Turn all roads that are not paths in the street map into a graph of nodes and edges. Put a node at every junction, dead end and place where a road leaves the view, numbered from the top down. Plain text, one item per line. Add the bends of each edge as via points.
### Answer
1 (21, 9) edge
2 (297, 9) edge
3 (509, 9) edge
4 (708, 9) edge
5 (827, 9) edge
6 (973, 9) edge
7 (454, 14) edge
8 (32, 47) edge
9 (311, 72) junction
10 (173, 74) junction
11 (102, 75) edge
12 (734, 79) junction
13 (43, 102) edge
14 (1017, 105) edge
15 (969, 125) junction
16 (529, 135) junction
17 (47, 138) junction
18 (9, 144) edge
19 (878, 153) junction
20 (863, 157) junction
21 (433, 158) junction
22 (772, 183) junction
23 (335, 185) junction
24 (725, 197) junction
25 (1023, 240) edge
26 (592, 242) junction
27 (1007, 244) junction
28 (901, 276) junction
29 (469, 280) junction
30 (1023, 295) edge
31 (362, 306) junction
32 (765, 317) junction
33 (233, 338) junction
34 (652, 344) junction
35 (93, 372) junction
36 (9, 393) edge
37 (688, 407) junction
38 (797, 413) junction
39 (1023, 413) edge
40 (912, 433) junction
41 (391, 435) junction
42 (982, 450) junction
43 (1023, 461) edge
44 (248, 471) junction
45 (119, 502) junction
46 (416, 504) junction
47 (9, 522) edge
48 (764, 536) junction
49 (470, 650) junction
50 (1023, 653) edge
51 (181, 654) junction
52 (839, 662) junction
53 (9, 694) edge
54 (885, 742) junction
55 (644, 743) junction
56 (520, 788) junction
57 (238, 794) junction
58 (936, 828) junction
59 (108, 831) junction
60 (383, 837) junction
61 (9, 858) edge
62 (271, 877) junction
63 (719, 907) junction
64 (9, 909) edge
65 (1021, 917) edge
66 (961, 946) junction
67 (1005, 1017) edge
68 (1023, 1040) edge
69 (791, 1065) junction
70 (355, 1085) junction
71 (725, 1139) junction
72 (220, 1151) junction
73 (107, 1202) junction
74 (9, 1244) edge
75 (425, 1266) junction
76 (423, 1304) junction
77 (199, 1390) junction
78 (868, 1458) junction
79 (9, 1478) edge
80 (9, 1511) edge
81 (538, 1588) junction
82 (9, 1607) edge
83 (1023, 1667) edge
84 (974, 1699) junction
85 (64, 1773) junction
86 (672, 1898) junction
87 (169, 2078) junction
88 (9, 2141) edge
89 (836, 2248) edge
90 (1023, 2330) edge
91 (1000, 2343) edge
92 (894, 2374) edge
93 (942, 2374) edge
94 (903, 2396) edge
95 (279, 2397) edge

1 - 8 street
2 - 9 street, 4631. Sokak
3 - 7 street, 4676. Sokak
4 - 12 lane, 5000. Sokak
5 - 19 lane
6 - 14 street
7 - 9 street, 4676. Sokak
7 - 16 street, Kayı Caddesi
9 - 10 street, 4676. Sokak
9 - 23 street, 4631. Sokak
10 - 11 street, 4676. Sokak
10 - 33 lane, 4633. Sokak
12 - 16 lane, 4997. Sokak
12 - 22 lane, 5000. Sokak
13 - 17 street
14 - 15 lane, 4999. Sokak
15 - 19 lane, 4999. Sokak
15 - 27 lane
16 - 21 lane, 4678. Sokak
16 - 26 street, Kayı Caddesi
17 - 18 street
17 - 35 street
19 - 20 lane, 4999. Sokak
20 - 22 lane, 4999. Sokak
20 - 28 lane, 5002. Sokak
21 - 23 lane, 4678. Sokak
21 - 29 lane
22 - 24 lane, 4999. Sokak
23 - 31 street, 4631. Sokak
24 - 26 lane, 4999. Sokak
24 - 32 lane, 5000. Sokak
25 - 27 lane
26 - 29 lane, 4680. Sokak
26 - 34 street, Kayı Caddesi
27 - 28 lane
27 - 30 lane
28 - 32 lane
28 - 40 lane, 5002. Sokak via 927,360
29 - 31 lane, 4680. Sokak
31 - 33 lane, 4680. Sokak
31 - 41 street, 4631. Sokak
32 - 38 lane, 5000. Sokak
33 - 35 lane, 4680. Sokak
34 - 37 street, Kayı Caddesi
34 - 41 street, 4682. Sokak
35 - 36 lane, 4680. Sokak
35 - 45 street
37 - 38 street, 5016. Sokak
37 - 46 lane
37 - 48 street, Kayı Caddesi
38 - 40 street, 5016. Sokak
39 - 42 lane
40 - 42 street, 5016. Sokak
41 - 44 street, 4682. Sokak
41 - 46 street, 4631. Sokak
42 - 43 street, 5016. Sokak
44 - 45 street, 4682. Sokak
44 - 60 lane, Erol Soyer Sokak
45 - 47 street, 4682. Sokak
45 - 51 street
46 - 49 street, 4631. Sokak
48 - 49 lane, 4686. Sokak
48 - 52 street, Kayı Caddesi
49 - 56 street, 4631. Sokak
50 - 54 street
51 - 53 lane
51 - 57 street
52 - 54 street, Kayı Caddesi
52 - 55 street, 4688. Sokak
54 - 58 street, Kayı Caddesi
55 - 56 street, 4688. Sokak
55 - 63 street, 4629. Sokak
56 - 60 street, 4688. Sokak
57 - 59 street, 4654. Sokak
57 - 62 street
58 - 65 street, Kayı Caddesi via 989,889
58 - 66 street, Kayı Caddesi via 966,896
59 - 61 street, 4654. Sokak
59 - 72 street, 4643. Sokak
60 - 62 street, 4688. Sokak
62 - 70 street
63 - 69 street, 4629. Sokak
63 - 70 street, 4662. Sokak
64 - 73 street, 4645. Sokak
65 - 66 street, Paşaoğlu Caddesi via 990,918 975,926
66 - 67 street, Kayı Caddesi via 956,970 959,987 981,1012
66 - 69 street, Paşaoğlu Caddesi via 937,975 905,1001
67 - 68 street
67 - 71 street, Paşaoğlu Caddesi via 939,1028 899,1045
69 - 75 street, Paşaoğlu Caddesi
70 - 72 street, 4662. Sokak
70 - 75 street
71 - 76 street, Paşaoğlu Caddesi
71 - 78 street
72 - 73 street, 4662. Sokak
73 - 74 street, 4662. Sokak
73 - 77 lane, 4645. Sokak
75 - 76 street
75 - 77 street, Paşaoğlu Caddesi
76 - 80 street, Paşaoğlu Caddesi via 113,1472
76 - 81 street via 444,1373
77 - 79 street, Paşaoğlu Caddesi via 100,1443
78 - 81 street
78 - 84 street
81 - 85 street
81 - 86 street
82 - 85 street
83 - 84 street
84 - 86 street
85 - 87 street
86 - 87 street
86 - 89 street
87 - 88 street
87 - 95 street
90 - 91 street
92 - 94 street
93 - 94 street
= = =
## What is needed:
Please give the listing again exactly, line for line.

## Exercise answer:
Turn all roads that are not paths in the street map into a graph of nodes and edges. Put a node at every junction, dead end and place where a road leaves the view, numbered from the top down. Plain text, one item per line. Add the bends of each edge as via points.
### Answer
1 (21, 9) edge
2 (297, 9) edge
3 (509, 9) edge
4 (708, 9) edge
5 (827, 9) edge
6 (973, 9) edge
7 (454, 14) edge
8 (32, 47) edge
9 (311, 72) junction
10 (173, 74) junction
11 (102, 75) edge
12 (734, 79) junction
13 (43, 102) edge
14 (1017, 105) edge
15 (969, 125) junction
16 (529, 135) junction
17 (47, 138) junction
18 (9, 144) edge
19 (878, 153) junction
20 (863, 157) junction
21 (433, 158) junction
22 (772, 183) junction
23 (335, 185) junction
24 (725, 197) junction
25 (1023, 240) edge
26 (592, 242) junction
27 (1007, 244) junction
28 (901, 276) junction
29 (469, 280) junction
30 (1023, 295) edge
31 (362, 306) junction
32 (765, 317) junction
33 (233, 338) junction
34 (652, 344) junction
35 (93, 372) junction
36 (9, 393) edge
37 (688, 407) junction
38 (797, 413) junction
39 (1023, 413) edge
40 (912, 433) junction
41 (391, 435) junction
42 (982, 450) junction
43 (1023, 461) edge
44 (248, 471) junction
45 (119, 502) junction
46 (416, 504) junction
47 (9, 522) edge
48 (764, 536) junction
49 (470, 650) junction
50 (1023, 653) edge
51 (181, 654) junction
52 (839, 662) junction
53 (9, 694) edge
54 (885, 742) junction
55 (644, 743) junction
56 (520, 788) junction
57 (238, 794) junction
58 (936, 828) junction
59 (108, 831) junction
60 (383, 837) junction
61 (9, 858) edge
62 (271, 877) junction
63 (719, 907) junction
64 (9, 909) edge
65 (1021, 917) edge
66 (961, 946) junction
67 (1005, 1017) edge
68 (1023, 1040) edge
69 (791, 1065) junction
70 (355, 1085) junction
71 (725, 1139) junction
72 (220, 1151) junction
73 (107, 1202) junction
74 (9, 1244) edge
75 (425, 1266) junction
76 (423, 1304) junction
77 (199, 1390) junction
78 (868, 1458) junction
79 (9, 1478) edge
80 (9, 1511) edge
81 (538, 1588) junction
82 (9, 1607) edge
83 (1023, 1667) edge
84 (974, 1699) junction
85 (64, 1773) junction
86 (672, 1898) junction
87 (169, 2078) junction
88 (9, 2141) edge
89 (836, 2248) edge
90 (1023, 2330) edge
91 (1000, 2343) edge
92 (894, 2374) edge
93 (942, 2374) edge
94 (903, 2396) edge
95 (279, 2397) edge

1 - 8 street
2 - 9 street, 4631. Sokak
3 - 7 street, 4676. Sokak
4 - 12 lane, 5000. Sokak
5 - 19 lane
6 - 14 street
7 - 9 street, 4676. Sokak
7 - 16 street, Kayı Caddesi
9 - 10 street, 4676. Sokak
9 - 23 street, 4631. Sokak
10 - 11 street, 4676. Sokak
10 - 33 lane, 4633. Sokak
12 - 16 lane, 4997. Sokak
12 - 22 lane, 5000. Sokak
13 - 17 street
14 - 15 lane, 4999. Sokak
15 - 19 lane, 4999. Sokak
15 - 27 lane
16 - 21 lane, 4678. Sokak
16 - 26 street, Kayı Caddesi
17 - 18 street
17 - 35 street
19 - 20 lane, 4999. Sokak
20 - 22 lane, 4999. Sokak
20 - 28 lane, 5002. Sokak
21 - 23 lane, 4678. Sokak
21 - 29 lane
22 - 24 lane, 4999. Sokak
23 - 31 street, 4631. Sokak
24 - 26 lane, 4999. Sokak
24 - 32 lane, 5000. Sokak
25 - 27 lane
26 - 29 lane, 4680. Sokak
26 - 34 street, Kayı Caddesi
27 - 28 lane
27 - 30 lane
28 - 32 lane
28 - 40 lane, 5002. Sokak via 927,360
29 - 31 lane, 4680. Sokak
31 - 33 lane, 4680. Sokak
31 - 41 street, 4631. Sokak
32 - 38 lane, 5000. Sokak
33 - 35 lane, 4680. Sokak
34 - 37 street, Kayı Caddesi
34 - 41 street, 4682. Sokak
35 - 36 lane, 4680. Sokak
35 - 45 street
37 - 38 street, 5016. Sokak
37 - 46 lane
37 - 48 street, Kayı Caddesi
38 - 40 street, 5016. Sokak
39 - 42 lane
40 - 42 street, 5016. Sokak
41 - 44 street, 4682. Sokak
41 - 46 street, 4631. Sokak
42 - 43 street, 5016. Sokak
44 - 45 street, 4682. Sokak
44 - 60 lane, Erol Soyer Sokak
45 - 47 street, 4682. Sokak
45 - 51 street
46 - 49 street, 4631. Sokak
48 - 49 lane, 4686. Sokak
48 - 52 street, Kayı Caddesi
49 - 56 street, 4631. Sokak
50 - 54 street
51 - 53 lane
51 - 57 street
52 - 54 street, Kayı Caddesi
52 - 55 street, 4688. Sokak
54 - 58 street, Kayı Caddesi
55 - 56 street, 4688. Sokak
55 - 63 street, 4629. Sokak
56 - 60 street, 4688. Sokak
57 - 59 street, 4654. Sokak
57 - 62 street
58 - 65 street, Kayı Caddesi via 989,889
58 - 66 street, Kayı Caddesi via 966,896
59 - 61 street, 4654. Sokak
59 - 72 street, 4643. Sokak
60 - 62 street, 4688. Sokak
62 - 70 street
63 - 69 street, 4629. Sokak
63 - 70 street, 4662. Sokak
64 - 73 street, 4645. Sokak
65 - 66 street, Paşaoğlu Caddesi via 990,918 975,926
66 - 67 street, Kayı Caddesi via 956,970 959,987 981,1012
66 - 69 street, Paşaoğlu Caddesi via 937,975 905,1001
67 - 68 street
67 - 71 street, Paşaoğlu Caddesi via 939,1028 899,1045
69 - 75 street, Paşaoğlu Caddesi
70 - 72 street, 4662. Sokak
70 - 75 street
71 - 76 street, Paşaoğlu Caddesi
71 - 78 street
72 - 73 street, 4662. Sokak
73 - 74 street, 4662. Sokak
73 - 77 lane, 4645. Sokak
75 - 76 street
75 - 77 street, Paşaoğlu Caddesi
76 - 80 street, Paşaoğlu Caddesi via 113,1472
76 - 81 street via 444,1373
77 - 79 street, Paşaoğlu Caddesi via 100,1443
78 - 81 street
78 - 84 street
81 - 85 street
81 - 86 street
82 - 85 street
83 - 84 street
84 - 86 street
85 - 87 street
86 - 87 street
86 - 89 street
87 - 88 street
87 - 95 street
90 - 91 street
92 - 94 street
93 - 94 street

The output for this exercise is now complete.